Virgin Galactic, Blue Origin, and SpaceX are just some of the firms involved in perfecting technology that will make it possible for ordinary people to fly in a rocket ship. The first trips will be to the edge of space, but eventually they will go around the Moon and possibly even to other planets.
Actually, the people going on these trips won’t really be ordinary. For one, they’ll be very wealthy - rich enough to purchase tickets for trips like these, and those will be expensive by anyone’s reckoning.
The bidding for a seat on Blue Origin’s New Shepard rocket for space tourists has already reached $2.8 million - and this number could go even higher. Virgin Galactic is also raking in money from prospective space tourists. Business Insider says 600 customers have already plunked down between $200,000 - $250,000 for a seat.
SpaceX wants to take amateur astronauts on a trip to visit the Moon, and while this should be expensive, it also may not cost anything.

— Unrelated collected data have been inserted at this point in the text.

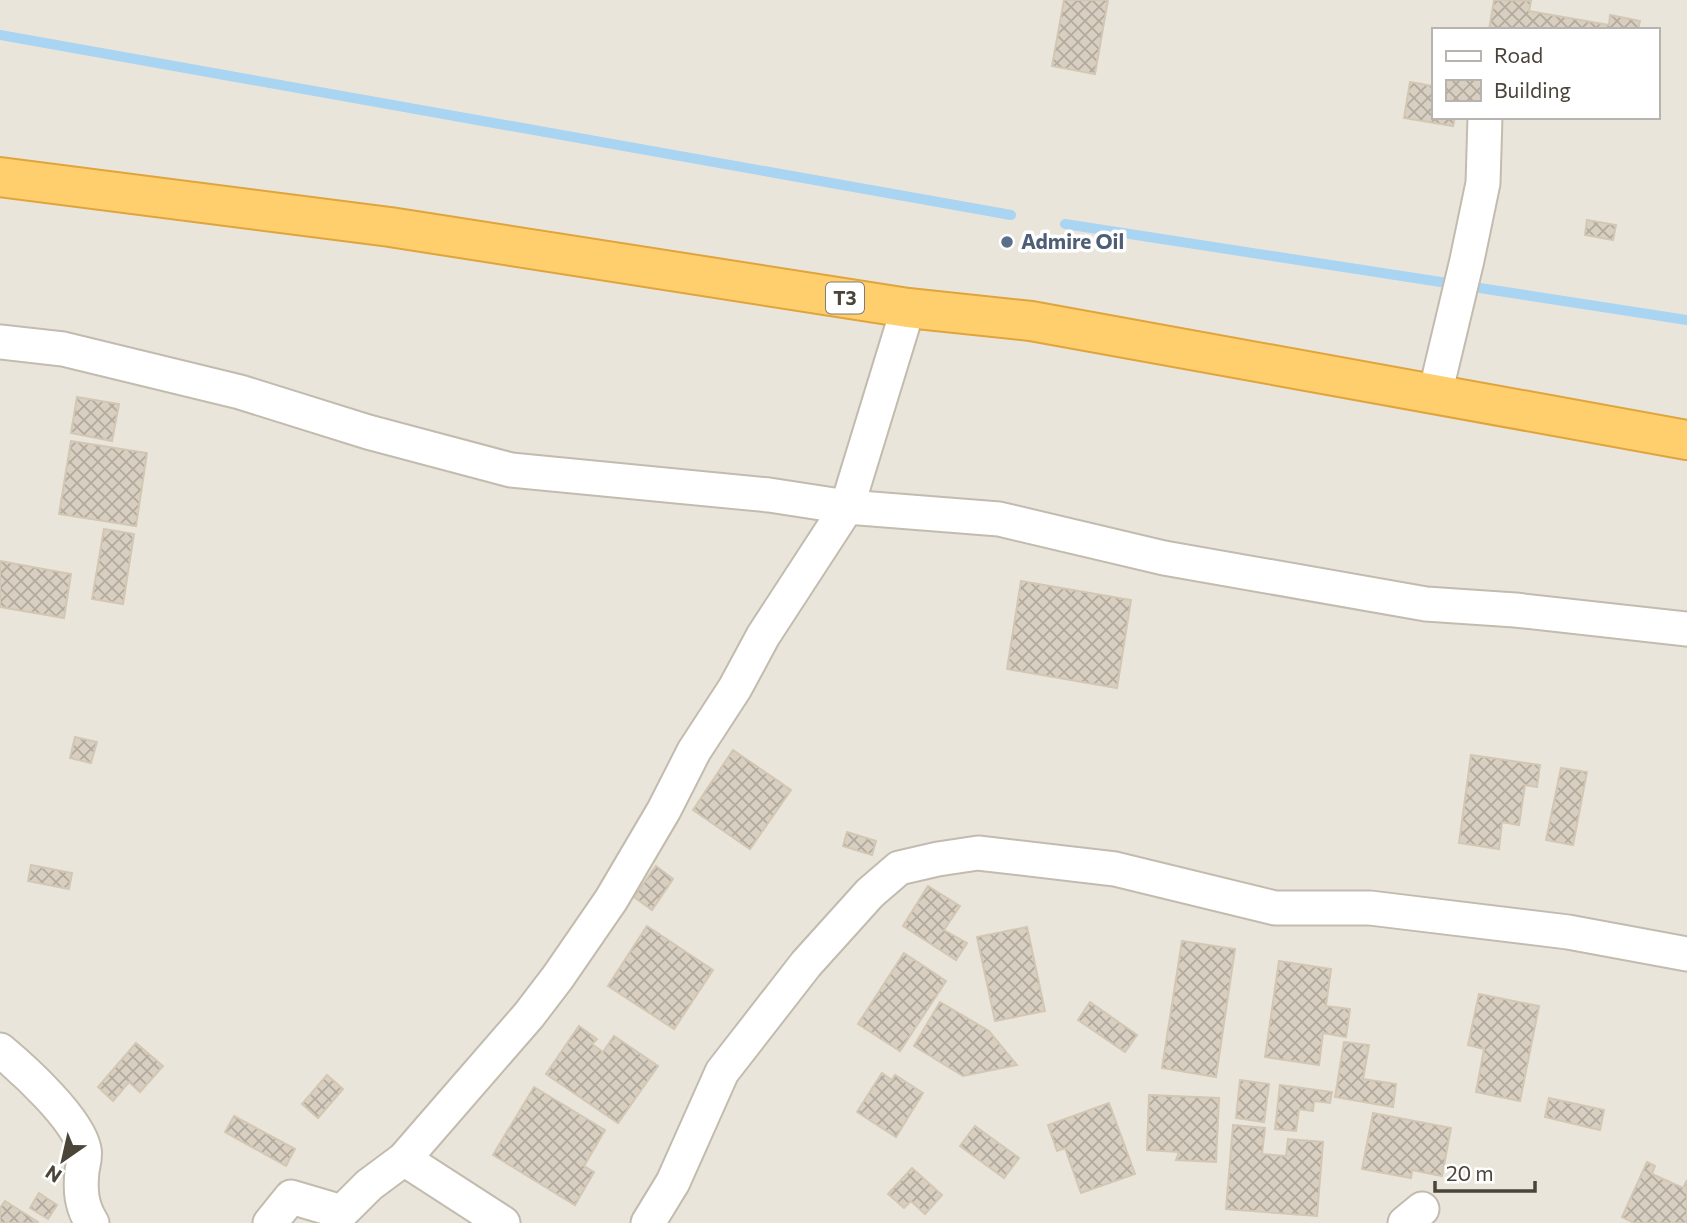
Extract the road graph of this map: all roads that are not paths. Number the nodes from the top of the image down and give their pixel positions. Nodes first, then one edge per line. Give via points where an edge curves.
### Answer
1 (1485, 119) edge
2 (0, 177) edge
3 (908, 308) junction
4 (0, 342) edge
5 (1435, 394) junction
6 (1687, 440) edge
7 (847, 507) junction
8 (1687, 629) edge
9 (1687, 954) edge
10 (0, 1050) edge
11 (404, 1159) junction
12 (92, 1223) edge
13 (270, 1223) edge
14 (503, 1223) edge
15 (648, 1223) edge

1 - 5 street via 1483,183
2 - 3 highway, T3 via 390,228
3 - 5 highway, T3 via 1031,321
3 - 7 street
4 - 7 street via 63,349 240,392 510,470
5 - 6 highway, T3
7 - 8 street via 999,519 1164,558 1426,604
7 - 11 street via 769,626 611,900 529,1015
9 - 15 street via 1568,932 1370,908 1275,908 1115,870 978,853 899,868 806,964 722,1072 673,1182
10 - 12 street via 30,1075 80,1138 85,1151 82,1202
11 - 13 street via 342,1212 291,1197
11 - 14 street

Here’s why. One of the travelers who signed up is Yusaku Maezawa, a Japanese billionaire and entrepreneur - and he said he’d pick up the tab for fellow travelers.
“He’s paying a lot of money, which will help pay for the ship and its booster,” company Chairman Elon Musk said two years ago, “and ultimately for the average citizen to travel to other planets.”

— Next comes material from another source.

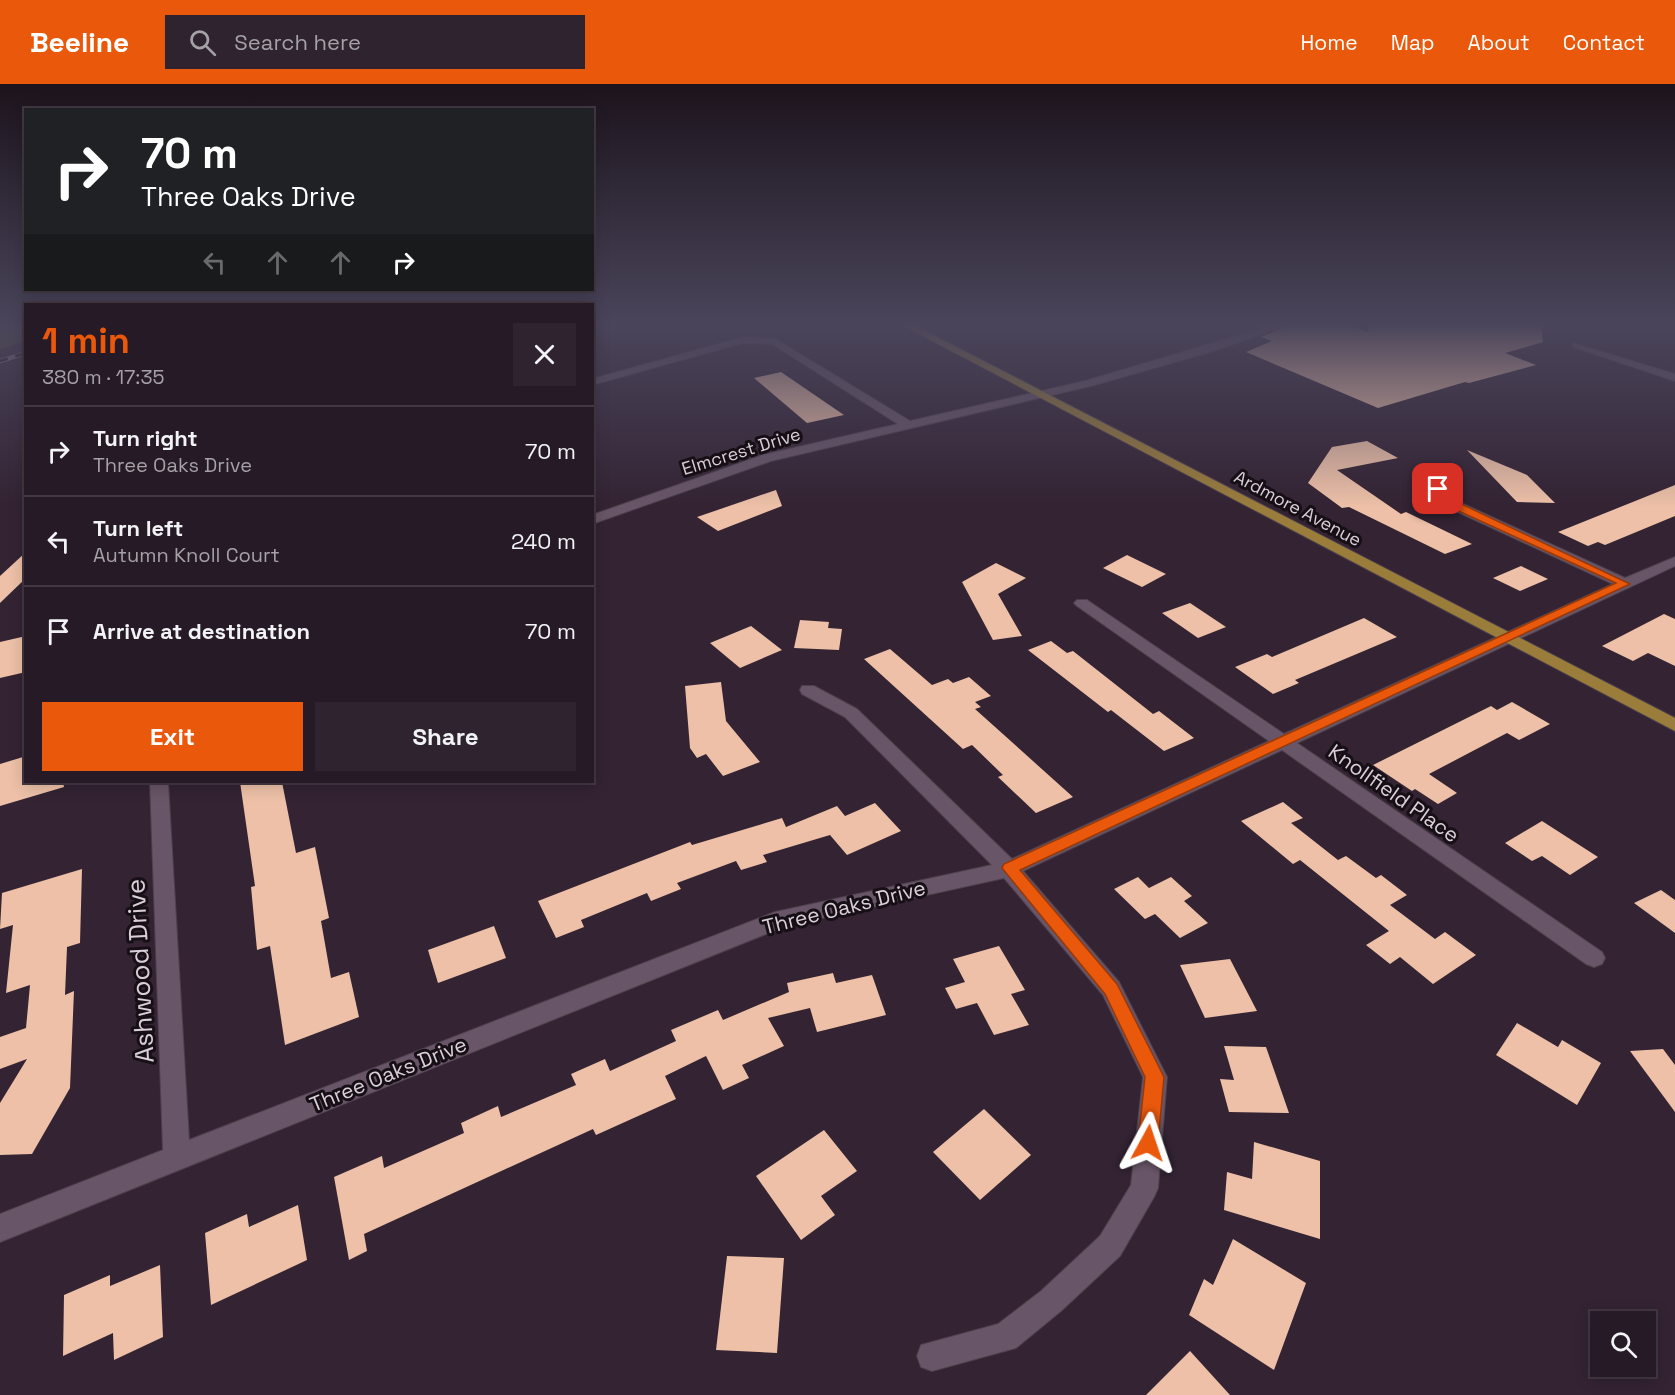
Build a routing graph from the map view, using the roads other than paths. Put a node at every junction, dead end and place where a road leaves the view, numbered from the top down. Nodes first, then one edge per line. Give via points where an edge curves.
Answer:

Space tourists also will need to be in exceptionally good physical condition to withstand the rigors and stresses of lift-off, space travel, and touchdown. Initially, this will not be a serious issue because the first trips into space will be very brief. Virgin Galactic’s 90-minute tour will allow travelers to experience weightlessness, but only for several minutes, and Blue Origin’s tour will be comparably brief.
Like other technologies, over time this one will improve and become less expensive, and as it does, trips into space will become more popular and more ambitious. That’s when tourists and the companies that arrange these trips will have to deal with muscle atrophy, bone loss, and related physical changes that can be a major concern not only on extended space flights but even on brief ones.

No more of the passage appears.